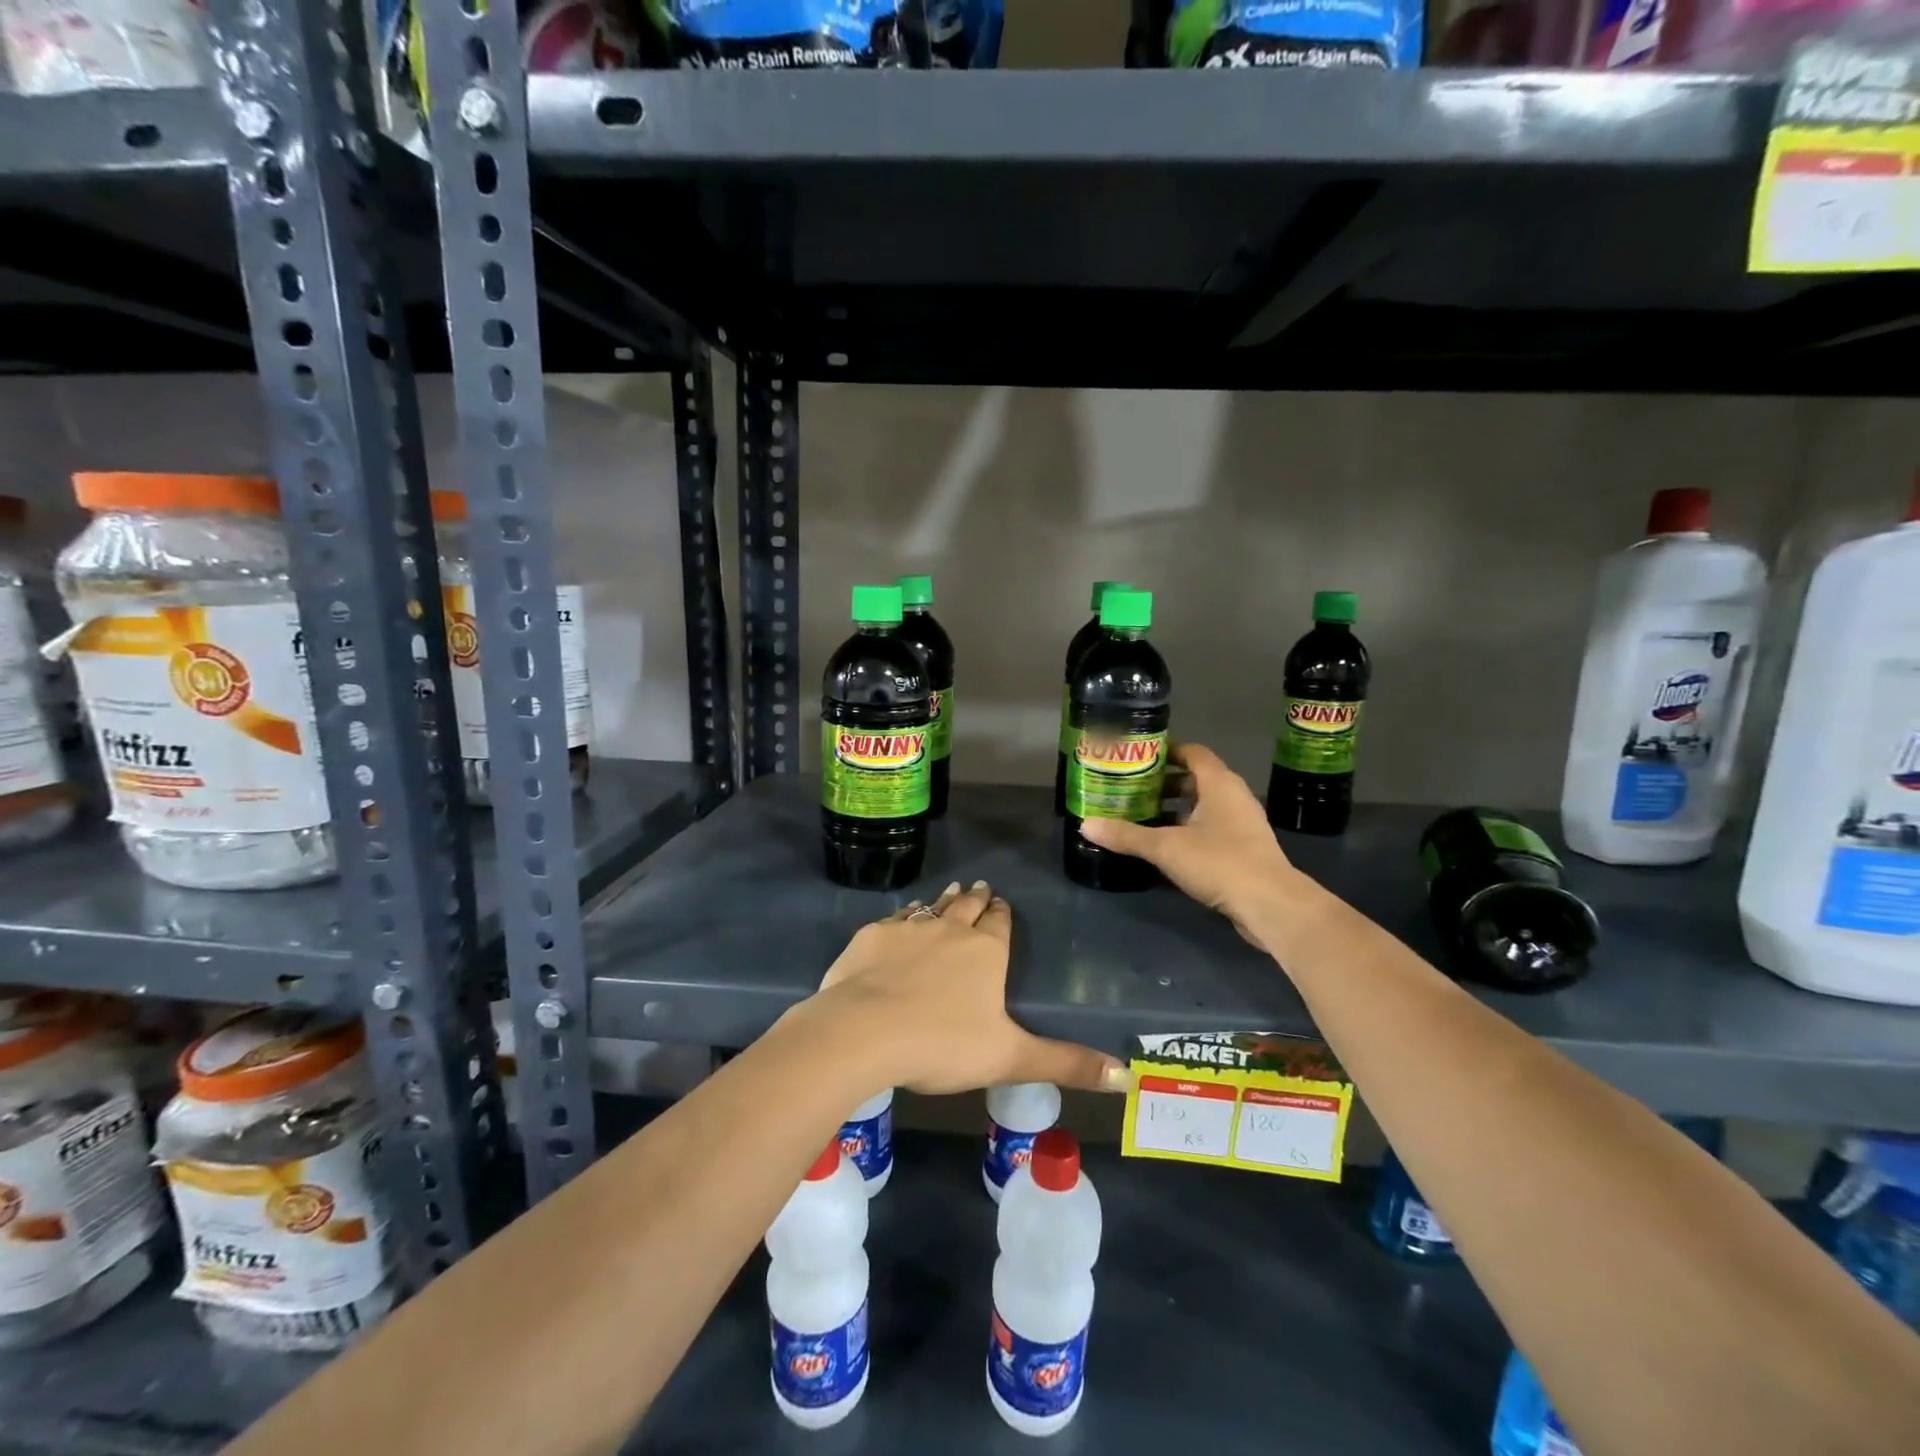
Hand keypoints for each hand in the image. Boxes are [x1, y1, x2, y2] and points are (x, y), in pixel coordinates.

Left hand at [806, 882, 1128, 1096]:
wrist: (864, 1031)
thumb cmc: (943, 1044)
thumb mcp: (1010, 1058)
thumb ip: (1066, 1063)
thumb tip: (1127, 1076)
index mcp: (985, 951)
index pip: (1000, 922)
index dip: (1002, 913)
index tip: (1002, 904)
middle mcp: (950, 929)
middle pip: (967, 906)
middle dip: (975, 898)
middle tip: (979, 888)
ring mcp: (908, 928)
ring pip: (931, 908)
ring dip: (942, 902)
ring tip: (949, 893)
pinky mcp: (872, 936)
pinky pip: (894, 918)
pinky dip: (903, 917)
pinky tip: (900, 920)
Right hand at [1078, 742, 1319, 950]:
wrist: (1270, 905)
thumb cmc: (1220, 862)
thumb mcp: (1166, 847)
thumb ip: (1127, 835)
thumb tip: (1085, 824)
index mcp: (1219, 783)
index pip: (1193, 752)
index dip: (1167, 751)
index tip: (1138, 757)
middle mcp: (1233, 797)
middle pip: (1196, 780)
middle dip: (1164, 784)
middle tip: (1131, 789)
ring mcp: (1242, 824)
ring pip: (1203, 807)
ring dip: (1175, 810)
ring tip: (1141, 817)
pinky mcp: (1244, 850)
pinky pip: (1211, 829)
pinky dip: (1188, 831)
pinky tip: (1165, 847)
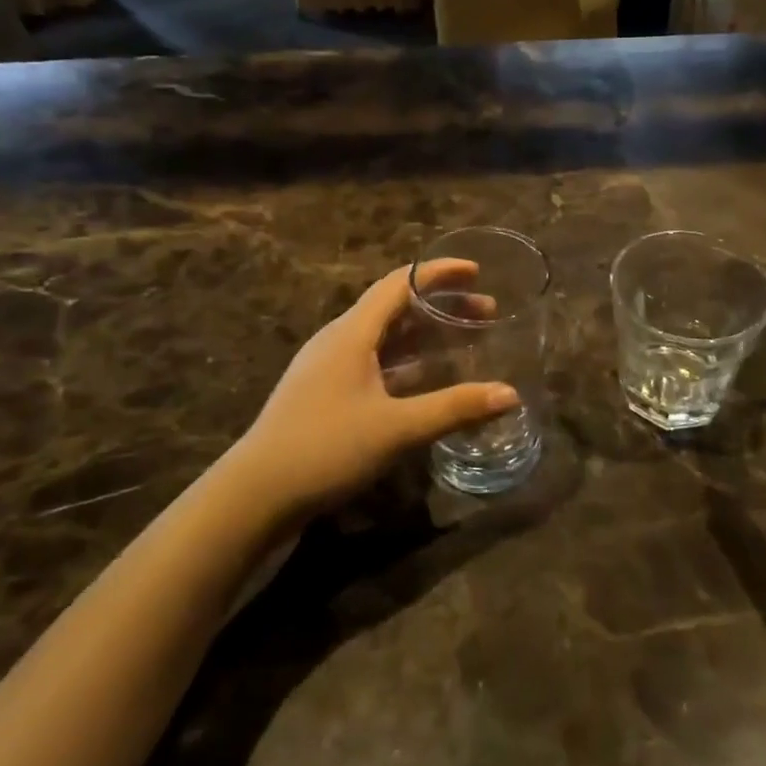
__________
GOAL OF THE EXERCISE:
Search the listing above for the string "thumb". Copy every line that contains it.

OUTPUT FOR THIS EXERCISE:
thumb cmc: (943, 1044)
thumb mcp: (1010, 1058)
thumb ip: (1066, 1063)
thumb tip: (1127, 1076)
thumb cmc: (1220, 862)
thumb mcp: (1166, 847)
thumb ip: (1127, 835)
thumb tip: (1085, 824)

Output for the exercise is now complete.